The letter, signed by Pickens County Republican Party Vice-Chair of Communications (and current Chairman of the 11th Congressional District Republican Committee) David Oles, was posted on the Pickens County GOP Facebook page on Wednesday, December 20 details how anyone wishing to run as a Republican for a county partisan office must bow before the GOP’s leadership before they will be allowed to qualify for office.

If 2020 is any indication, there will be about ten partisan races at the county level in 2024 for which the Pickens County Republican Party would be the organization that candidates for those offices would need to qualify for office with in order to run as a Republican. Qualifying will likely be in March, but the Pickens GOP is only allowing candidates to interview during a two hour window on January 20 and requires interviews to be no less than 30 days before qualifying, which means, if a potential candidate decides less than 30 days before qualifying they want to run, the Pickens County Rules would, if they were upheld, prevent that person from being able to qualify.

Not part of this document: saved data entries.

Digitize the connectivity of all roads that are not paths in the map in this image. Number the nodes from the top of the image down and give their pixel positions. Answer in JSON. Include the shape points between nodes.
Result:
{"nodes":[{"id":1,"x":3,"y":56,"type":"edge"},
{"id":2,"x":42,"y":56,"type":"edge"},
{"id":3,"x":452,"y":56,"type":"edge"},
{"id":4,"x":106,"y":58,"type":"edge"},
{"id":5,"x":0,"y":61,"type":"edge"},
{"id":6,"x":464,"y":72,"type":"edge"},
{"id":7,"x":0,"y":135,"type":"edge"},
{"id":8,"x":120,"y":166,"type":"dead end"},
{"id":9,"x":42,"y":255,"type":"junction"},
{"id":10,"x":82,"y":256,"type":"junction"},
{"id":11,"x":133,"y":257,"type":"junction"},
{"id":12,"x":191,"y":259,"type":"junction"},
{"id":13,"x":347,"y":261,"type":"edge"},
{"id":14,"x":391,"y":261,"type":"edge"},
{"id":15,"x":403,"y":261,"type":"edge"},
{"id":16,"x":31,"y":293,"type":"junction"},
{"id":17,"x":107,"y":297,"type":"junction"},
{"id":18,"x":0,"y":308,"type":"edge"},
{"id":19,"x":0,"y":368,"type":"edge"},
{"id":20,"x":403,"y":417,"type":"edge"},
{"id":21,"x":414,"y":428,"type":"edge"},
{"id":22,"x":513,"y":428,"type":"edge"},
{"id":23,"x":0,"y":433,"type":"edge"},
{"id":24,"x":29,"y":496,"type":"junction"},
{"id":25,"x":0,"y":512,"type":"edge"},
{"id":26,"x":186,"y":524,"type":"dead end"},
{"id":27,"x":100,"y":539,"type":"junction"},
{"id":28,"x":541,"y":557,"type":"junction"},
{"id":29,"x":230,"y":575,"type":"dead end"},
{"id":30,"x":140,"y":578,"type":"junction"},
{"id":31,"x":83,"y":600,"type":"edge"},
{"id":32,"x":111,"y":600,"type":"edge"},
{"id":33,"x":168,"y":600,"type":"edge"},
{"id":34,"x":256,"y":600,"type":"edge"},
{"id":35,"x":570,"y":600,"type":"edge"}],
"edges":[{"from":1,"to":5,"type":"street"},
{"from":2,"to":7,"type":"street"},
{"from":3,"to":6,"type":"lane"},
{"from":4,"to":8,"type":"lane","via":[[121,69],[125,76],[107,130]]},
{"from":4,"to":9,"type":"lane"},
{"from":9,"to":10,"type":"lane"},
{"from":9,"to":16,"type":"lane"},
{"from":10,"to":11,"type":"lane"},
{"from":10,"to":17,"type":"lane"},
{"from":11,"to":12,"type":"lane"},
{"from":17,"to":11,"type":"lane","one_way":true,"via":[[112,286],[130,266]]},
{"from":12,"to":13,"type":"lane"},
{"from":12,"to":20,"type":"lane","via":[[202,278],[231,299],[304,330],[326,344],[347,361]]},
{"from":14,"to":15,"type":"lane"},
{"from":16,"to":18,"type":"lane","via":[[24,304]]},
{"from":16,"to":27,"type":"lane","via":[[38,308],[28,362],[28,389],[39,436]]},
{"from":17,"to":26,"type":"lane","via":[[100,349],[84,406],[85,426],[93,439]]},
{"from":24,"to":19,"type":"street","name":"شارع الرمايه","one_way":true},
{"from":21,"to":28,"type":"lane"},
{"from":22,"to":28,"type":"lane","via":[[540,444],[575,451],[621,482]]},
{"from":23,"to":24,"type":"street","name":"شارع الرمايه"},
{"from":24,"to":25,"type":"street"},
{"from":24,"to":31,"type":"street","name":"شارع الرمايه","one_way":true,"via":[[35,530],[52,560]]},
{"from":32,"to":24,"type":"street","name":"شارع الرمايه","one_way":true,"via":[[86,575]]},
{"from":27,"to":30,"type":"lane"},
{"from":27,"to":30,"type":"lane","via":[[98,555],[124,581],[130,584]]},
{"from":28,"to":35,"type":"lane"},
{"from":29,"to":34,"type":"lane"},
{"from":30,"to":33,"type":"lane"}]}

Likely, however, the only thing that will happen to the Pickens County Republican Party is they will be sued into insolvency. While David Oles, the Harvard Law educated divorce attorney turned election law expert, cites O.C.G.A. § 21-2-153 as authority for setting up their star chamber for candidate vetting, state law is clear that a candidate shall not be prohibited from qualifying except in very narrow circumstances, as I noted back in May. O.C.G.A. § 21-2-153 states that, “no person shall be prohibited from qualifying for such office if he or she:

(1) Meets the requirements of such procedural rules;

(2) Is eligible to hold the office which he or she seeks;

(3) Is not prohibited from being nominated or elected by provisions of Code Section 21-2-7 or 21-2-8; and

(4) If party rules so require, affirms his or her allegiance to his or her party by signing the following oath: “I do hereby swear or affirm my allegiance to the (name of party) Party.”

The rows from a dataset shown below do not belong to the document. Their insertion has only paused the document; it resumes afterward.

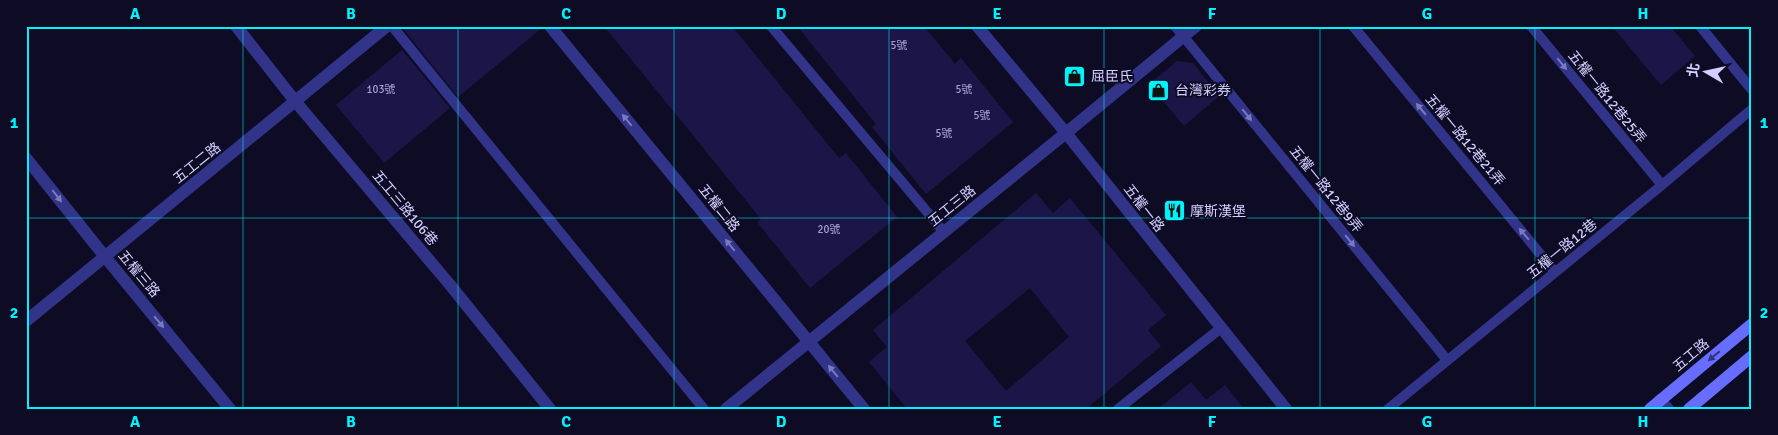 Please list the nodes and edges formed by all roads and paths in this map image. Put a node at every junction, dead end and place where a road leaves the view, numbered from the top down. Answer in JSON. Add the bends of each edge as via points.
{"nodes":[{"id":1,"x":236,"y":26,"type":"edge"},
{"id":2,"x":387,"y":26,"type":"edge"},
{"id":3,"x":392,"y":26,"type":"edge"},
{"id":4,"x":550,"y":26,"type":"edge"},
{"id":5,"x":771,"y":26,"type":"edge"},
{"id":6,"x":977,"y":26,"type":"edge"},
{"id":7,"x":1196,"y":26,"type":"edge"},
{"id":8,"x":1353,"y":26,"type":"edge"},
{"id":9,"x":1532,"y":26,"type":"edge"},
{"id":10,"x":1700,"y":26,"type":"edge"},
{"id":11,"x":1179,"y":31,"type":"edge"},
{"id":12,"x":1752,"y":90,"type":"edge"},
{"id":13,"x":295,"y":102,"type":"junction"},
{"id":14,"x":1752,"y":109,"type":"edge"},
{"id":15,"x":1066,"y":133,"type":"junction"},
{"id":16,"x":26,"y":158,"type":"edge"},
{"id":17,"x":1662,"y":185,"type":"junction"},
{"id":18,"x":944,"y":232,"type":"junction"},
{"id":19,"x":106,"y":258,"type":"junction"},
{"id":20,"x":1555,"y":272,"type":"junction"},
{"id":21,"x":26,"y":321,"type":"edge"},
{"id":22,"x":1752,"y":324,"type":"edge"},
{"id":23,"x":1221,"y":328,"type":"junction"},
{"id":24,"x":809,"y":342,"type":"junction"},
{"id":25,"x":1752,"y":356,"type":"edge"},
{"id":26,"x":1447,"y":360,"type":"junction"},
{"id":27,"x":1664,"y":405,"type":"edge"},
{"id":28,"x":230,"y":409,"type":"edge"},
{"id":29,"x":550,"y":409,"type":"edge"},
{"id":30,"x":704,"y":409,"type":"edge"},
{"id":31,"x":726,"y":409,"type":"edge"},
{"id":32,"x":864,"y":409,"type":"edge"},
{"id":33,"x":1118,"y":409,"type":"edge"},
{"id":34,"x":1286,"y":409,"type":"edge"},
{"id":35,"x":1388,"y":409,"type":"edge"},
{"id":36,"x":1650,"y":409,"type":"edge"},
{"id":37,"x":1689,"y":409,"type":"edge"}],
"edges":[{"from":1,"to":13,"type":"street","name":"五工三路106巷"},
{"from":2,"to":13,"type":"street","name":"五工二路"},
{"from":3,"to":30,"type":"lane"},
{"from":24,"to":4,"type":"street","name":"五權二路","one_way":true},
{"from":5,"to":18,"type":"lane"},
{"from":6,"to":15,"type":"street","name":"五權一路"},
{"from":7,"to":11,"type":"street","name":"五工三路"},
{"from":20,"to":8,"type":"lane","name":"五權一路12巷21弄","one_way":true},
{"from":9,"to":17,"type":"lane","name":"五權一路12巷25弄","one_way":true},
{"from":10,"to":12,"type":"lane"},
{"from":11,"to":15,"type":"street","name":"五工三路"},
{"from":11,"to":26,"type":"lane","name":"五權一路12巷9弄","one_way":true},
{"from":13,"to":19,"type":"street","name":"五工二路"},
{"from":13,"to":29,"type":"street","name":"五工三路106巷"},
{"from":14,"to":17,"type":"lane","name":"五權一路12巷"},
{"from":15,"to":18,"type":"street","name":"五工三路"},
{"from":15,"to":23,"type":"street","name":"五權一路"},
{"from":16,"to":19,"type":"street","name":"五權三路","one_way":true},
{"from":17,"to":20,"type":"lane","name":"五權一路12巷"},
{"from":18,"to":24,"type":"street","name":"五工三路"},
{"from":19,"to":21,"type":"street","name":"五工二路"},
{"from":19,"to":28,"type":"street","name":"五權三路","one_way":true},
{"from":20,"to":26,"type":"lane","name":"五權一路12巷"},
{"from":22,"to":27,"type":"street","name":"五工路","one_way":true},
{"from":23,"to":33,"type":"lane"},
{"from":23,"to":34,"type":"street","name":"五權一路"},
{"from":24,"to":31,"type":"street","name":"五工三路"},
{"from":32,"to":24,"type":"street","name":"五權二路","one_way":true},
{"from":25,"to":37,"type":"street"},
{"from":26,"to":35,"type":"lane","name":"五權一路12巷"},
{"from":27,"to":36,"type":"street","name":"五工路"}]}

Maybe the Pickens County leadership can successfully claim that meeting before the County Committee is a required procedural perquisite allowed by the law, even if that procedural perquisite is one day, for two hours, months before candidate qualifying, but given what the Georgia Supreme Court has said about candidate qualifying as recently as 2022, the Pickens County GOP is likely not going to be able to disqualify any candidate, but is going to be on the hook for some hefty legal bills.

In 2022, the Georgia Supreme Court handed down their decision in Camp v. Williams, 879 S.E.2d 88. While the Georgia Supreme Court didn’t directly address local procedural rules that may or may not be imposed on candidates qualifying for office, the Court did engage in a lengthy discussion on candidate qualifying procedures. The Court concluded, “the qualifications for seeking and holding office is best read to include all pre-requisites — including the procedural requirements to seek office — not just the traits required to hold it.”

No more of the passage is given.